__WHAT IS NEEDED__:
Within the data below, find the string "dead" and return each line where it occurs.

__AVAILABLE DATA__:
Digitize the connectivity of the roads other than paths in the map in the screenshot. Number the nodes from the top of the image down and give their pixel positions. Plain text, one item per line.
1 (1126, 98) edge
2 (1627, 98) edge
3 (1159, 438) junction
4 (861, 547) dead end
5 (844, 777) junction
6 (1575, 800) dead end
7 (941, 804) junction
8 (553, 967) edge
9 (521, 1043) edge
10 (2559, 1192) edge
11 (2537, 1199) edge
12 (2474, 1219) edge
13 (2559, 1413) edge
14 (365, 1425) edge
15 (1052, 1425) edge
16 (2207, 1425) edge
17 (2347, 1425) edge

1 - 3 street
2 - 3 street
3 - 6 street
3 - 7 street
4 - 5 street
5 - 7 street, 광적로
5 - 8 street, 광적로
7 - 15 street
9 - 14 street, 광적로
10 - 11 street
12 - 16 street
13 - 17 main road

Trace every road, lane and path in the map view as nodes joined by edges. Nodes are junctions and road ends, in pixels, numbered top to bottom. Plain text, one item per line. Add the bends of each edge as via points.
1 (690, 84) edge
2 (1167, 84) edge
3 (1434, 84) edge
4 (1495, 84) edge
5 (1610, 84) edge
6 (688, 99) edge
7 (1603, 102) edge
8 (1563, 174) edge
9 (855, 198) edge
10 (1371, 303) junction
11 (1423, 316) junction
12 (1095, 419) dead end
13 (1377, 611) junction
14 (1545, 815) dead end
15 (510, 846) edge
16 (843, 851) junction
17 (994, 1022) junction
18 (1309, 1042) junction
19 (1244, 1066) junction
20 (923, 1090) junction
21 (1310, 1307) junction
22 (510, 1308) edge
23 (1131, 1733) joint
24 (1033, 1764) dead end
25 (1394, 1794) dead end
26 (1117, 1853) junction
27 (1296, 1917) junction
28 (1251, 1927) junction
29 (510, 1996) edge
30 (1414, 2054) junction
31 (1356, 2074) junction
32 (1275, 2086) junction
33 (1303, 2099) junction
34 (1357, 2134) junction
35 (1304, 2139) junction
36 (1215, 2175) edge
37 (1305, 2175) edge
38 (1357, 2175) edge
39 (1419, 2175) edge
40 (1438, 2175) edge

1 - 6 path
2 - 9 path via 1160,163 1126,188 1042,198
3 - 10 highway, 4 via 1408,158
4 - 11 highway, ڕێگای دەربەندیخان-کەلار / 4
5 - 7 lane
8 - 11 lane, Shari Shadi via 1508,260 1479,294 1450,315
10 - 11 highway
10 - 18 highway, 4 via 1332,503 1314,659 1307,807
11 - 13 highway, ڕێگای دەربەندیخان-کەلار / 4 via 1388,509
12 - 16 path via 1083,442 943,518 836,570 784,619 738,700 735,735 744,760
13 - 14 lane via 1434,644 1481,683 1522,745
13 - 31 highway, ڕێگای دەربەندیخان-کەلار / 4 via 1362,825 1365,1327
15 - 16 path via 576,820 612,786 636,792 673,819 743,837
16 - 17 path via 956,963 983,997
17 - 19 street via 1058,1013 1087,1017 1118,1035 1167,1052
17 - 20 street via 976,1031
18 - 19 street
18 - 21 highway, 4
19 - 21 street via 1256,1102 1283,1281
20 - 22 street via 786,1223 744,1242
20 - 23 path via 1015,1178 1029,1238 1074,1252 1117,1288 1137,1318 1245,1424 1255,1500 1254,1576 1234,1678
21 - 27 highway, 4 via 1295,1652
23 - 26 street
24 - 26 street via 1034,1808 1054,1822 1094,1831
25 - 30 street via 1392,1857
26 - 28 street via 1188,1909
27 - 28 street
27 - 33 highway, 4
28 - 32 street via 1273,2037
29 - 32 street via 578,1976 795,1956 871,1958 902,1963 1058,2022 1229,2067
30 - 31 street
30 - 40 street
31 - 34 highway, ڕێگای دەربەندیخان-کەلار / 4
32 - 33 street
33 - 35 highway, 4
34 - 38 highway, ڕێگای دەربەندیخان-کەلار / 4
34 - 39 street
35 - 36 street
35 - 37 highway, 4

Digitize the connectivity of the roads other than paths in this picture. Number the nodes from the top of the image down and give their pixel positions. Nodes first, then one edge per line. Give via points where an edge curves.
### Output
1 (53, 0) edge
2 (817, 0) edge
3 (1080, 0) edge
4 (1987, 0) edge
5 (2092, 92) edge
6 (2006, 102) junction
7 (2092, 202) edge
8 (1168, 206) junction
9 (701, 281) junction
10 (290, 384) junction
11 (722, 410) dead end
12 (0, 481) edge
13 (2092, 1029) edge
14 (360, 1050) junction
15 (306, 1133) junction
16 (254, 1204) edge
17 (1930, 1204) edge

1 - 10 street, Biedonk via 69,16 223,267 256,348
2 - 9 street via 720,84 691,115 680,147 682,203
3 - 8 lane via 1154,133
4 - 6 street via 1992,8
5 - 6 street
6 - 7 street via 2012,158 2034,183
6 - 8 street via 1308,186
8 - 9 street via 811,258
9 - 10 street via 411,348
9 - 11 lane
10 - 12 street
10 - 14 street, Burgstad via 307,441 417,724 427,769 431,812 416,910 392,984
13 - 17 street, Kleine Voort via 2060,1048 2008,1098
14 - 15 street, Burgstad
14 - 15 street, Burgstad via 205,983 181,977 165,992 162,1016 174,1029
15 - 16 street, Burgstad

__SOLVED PROBLEM__:
4 (861, 547) dead end
6 (1575, 800) dead end
12 (1095, 419) dead end
14 (1545, 815) dead end
24 (1033, 1764) dead end
25 (1394, 1794) dead end
11 (722, 410) dead end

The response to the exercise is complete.